> **Exercise prompt**
Search the data for the word "nodes" and copy every line where it occurs.

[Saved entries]
[Start of section]

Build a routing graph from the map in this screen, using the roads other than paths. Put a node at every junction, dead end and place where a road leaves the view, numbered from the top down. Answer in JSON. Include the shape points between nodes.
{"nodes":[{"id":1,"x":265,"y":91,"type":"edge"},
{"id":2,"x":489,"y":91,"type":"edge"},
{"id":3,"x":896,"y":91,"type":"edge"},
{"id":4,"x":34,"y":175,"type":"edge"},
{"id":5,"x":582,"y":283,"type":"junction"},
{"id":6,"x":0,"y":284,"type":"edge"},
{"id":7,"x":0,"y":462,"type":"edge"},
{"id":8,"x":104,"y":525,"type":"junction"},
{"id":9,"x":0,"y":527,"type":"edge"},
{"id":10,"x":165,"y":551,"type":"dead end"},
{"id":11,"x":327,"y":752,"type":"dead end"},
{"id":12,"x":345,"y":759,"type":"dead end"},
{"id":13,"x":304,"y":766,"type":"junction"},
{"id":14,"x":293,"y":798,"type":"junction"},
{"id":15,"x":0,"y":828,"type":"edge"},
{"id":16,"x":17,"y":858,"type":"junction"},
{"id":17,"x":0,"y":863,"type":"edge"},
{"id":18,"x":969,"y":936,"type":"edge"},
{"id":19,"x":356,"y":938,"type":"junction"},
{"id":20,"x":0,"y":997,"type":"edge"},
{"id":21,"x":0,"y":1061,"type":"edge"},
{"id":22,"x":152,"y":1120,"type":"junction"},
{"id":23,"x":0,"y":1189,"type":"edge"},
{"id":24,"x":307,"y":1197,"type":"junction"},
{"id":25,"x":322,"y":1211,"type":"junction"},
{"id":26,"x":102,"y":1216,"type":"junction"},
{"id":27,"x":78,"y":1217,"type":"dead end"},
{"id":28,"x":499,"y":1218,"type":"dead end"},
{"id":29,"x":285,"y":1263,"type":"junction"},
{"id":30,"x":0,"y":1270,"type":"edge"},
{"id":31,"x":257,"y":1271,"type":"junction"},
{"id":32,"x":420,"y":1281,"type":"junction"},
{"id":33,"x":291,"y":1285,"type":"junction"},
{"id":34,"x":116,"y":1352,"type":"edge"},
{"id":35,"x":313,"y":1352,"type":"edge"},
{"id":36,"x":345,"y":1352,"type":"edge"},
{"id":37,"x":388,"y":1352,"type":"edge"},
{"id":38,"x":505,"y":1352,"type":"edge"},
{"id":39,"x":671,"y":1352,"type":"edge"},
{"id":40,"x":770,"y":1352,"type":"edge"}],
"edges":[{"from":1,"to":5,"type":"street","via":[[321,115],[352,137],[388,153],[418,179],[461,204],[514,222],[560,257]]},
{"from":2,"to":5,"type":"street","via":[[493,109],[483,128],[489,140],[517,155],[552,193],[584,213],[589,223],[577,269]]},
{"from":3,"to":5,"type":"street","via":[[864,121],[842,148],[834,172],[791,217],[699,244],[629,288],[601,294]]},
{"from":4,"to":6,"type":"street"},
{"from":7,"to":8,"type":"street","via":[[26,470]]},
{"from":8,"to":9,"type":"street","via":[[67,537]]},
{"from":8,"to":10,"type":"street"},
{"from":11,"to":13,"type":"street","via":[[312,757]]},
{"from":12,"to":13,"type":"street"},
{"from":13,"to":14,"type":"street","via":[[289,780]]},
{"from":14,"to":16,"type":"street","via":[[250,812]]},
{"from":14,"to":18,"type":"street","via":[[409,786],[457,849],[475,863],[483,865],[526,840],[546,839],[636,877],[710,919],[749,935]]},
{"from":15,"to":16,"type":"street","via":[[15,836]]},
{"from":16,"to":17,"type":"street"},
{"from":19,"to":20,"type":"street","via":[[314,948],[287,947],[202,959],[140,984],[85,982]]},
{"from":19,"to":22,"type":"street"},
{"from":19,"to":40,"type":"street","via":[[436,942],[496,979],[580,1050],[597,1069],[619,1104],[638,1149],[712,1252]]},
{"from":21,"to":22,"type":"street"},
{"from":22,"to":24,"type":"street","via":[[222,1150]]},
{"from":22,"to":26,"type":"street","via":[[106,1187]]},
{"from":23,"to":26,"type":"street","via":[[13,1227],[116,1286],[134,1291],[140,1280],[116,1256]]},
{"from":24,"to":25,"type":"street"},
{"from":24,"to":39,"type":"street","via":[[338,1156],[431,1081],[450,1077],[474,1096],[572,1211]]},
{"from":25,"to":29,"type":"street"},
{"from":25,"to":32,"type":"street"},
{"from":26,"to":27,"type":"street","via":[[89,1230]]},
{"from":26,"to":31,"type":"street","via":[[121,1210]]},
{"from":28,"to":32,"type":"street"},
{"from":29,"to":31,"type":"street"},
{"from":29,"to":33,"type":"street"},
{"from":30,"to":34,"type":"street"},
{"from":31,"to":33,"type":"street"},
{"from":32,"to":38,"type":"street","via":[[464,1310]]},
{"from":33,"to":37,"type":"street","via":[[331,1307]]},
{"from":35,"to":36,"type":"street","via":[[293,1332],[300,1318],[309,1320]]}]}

[End of section]

> **Task solution**
Build a routing graph from the map in this screen, using the roads other than paths. Put a node at every junction, dead end and place where a road leaves the view, numbered from the top down. Answer in JSON. Include the shape points between nodes.
{"nodes":[{"id":1,"x":265,"y":91,"type":"edge"},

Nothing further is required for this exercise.